About this task
Which lines of the data contain the string "Valentine"? Copy every one of them.
:: Information given
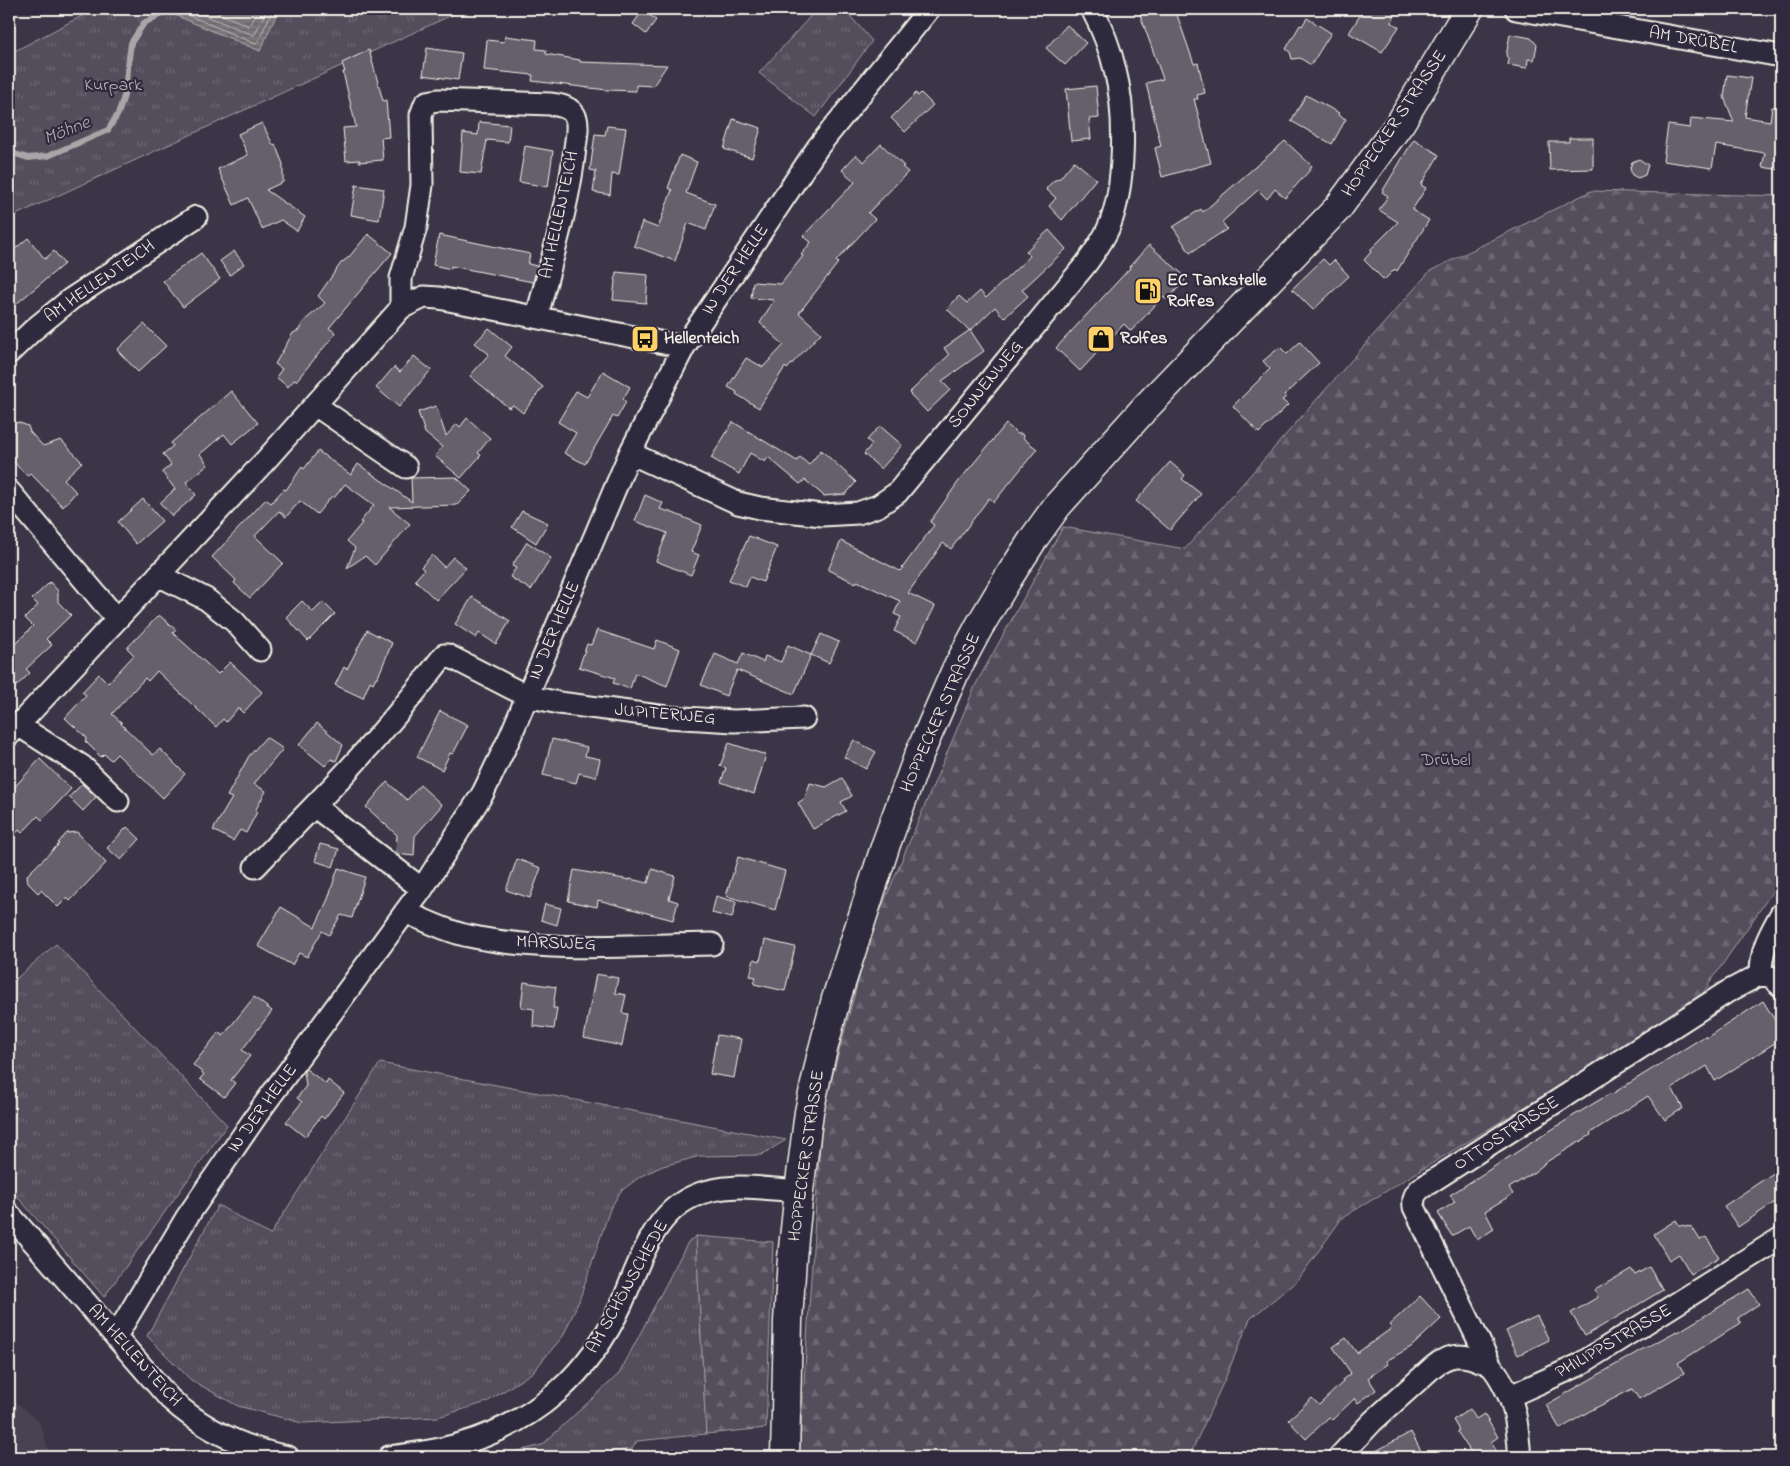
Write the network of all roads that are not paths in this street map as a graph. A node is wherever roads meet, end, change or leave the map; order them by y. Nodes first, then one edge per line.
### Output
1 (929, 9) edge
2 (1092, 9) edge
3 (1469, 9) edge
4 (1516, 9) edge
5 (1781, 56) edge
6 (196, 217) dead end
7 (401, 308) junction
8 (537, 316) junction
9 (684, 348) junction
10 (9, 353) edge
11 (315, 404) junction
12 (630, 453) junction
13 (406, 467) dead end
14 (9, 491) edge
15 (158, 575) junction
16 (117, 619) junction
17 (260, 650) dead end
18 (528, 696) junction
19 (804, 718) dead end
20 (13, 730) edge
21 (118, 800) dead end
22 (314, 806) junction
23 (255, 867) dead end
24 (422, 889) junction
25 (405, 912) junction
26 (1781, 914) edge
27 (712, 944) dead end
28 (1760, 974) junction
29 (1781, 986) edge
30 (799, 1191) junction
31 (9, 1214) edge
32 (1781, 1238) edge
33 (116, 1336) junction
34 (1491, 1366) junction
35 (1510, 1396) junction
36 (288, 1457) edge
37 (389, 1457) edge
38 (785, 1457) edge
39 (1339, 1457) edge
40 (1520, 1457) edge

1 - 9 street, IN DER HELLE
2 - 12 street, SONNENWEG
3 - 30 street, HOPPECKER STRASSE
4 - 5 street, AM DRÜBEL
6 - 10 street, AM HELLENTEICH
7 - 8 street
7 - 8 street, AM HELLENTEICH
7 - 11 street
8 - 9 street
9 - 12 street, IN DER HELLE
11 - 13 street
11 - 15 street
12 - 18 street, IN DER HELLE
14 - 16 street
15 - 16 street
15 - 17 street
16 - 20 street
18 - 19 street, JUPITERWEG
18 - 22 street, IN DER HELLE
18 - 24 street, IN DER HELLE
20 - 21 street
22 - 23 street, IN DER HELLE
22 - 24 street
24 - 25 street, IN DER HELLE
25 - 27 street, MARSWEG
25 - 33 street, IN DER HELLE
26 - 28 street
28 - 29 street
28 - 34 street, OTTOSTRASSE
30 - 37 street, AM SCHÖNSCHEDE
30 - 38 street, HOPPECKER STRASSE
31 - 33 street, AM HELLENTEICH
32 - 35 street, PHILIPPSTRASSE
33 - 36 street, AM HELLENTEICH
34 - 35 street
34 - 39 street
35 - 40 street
::::
:: Information given
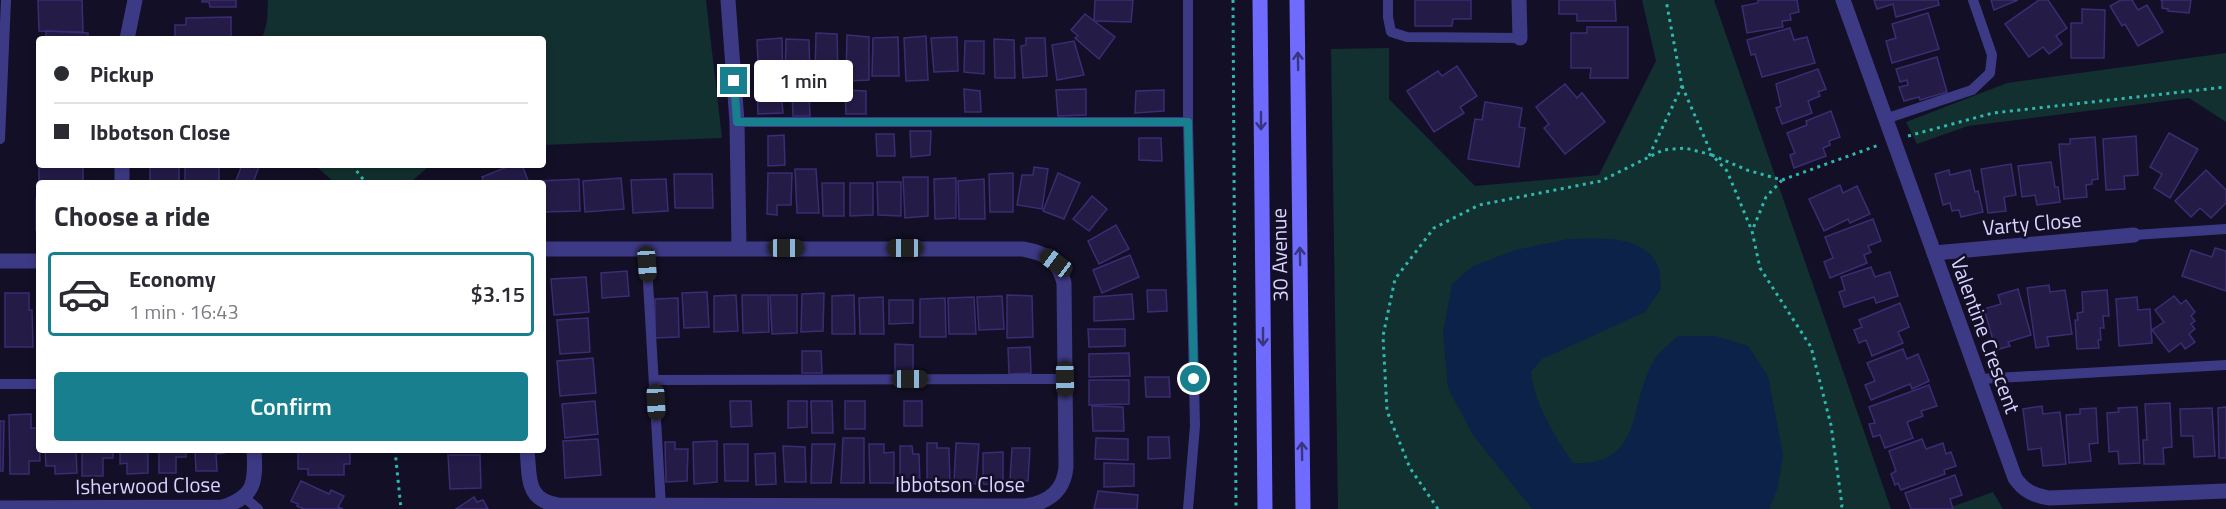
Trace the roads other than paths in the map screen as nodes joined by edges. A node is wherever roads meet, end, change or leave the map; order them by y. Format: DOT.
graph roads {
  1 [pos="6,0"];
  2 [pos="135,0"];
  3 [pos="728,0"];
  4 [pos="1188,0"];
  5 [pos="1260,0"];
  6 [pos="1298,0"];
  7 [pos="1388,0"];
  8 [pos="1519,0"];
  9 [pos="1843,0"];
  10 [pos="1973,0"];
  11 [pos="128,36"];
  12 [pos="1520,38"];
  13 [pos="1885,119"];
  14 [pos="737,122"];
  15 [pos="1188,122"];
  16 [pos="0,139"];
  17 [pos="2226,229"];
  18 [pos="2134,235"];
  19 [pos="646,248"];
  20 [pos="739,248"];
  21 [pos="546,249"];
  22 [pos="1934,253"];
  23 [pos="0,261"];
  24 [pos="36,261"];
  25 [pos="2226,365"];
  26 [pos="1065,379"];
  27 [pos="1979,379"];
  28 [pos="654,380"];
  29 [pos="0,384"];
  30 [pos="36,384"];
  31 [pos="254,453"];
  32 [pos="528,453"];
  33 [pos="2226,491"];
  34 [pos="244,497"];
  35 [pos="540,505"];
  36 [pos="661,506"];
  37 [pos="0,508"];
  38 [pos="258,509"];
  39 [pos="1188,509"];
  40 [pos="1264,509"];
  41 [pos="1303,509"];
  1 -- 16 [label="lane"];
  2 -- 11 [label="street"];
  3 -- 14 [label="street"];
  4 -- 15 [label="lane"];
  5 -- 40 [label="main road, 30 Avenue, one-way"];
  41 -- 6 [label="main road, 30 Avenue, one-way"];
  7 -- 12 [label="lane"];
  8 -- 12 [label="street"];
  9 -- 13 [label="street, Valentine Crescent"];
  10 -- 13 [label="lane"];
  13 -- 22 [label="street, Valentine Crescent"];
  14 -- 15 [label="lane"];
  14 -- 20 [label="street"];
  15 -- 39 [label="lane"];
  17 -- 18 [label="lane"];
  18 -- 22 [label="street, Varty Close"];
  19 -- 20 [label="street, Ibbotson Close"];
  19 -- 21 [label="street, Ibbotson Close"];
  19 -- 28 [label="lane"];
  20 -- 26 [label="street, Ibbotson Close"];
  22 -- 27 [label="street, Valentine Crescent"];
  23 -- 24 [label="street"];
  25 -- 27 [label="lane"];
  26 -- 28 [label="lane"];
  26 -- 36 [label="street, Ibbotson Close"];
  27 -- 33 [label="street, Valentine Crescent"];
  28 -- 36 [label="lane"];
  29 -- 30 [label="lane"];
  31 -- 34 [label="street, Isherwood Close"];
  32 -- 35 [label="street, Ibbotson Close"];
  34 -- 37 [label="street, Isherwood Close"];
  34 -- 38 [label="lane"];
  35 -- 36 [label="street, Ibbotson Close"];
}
::::
Response to this exercise
  9 -- 13 [label="street, Valentine Crescent"];
  13 -- 22 [label="street, Valentine Crescent"];
  22 -- 27 [label="street, Valentine Crescent"];
  27 -- 33 [label="street, Valentine Crescent"];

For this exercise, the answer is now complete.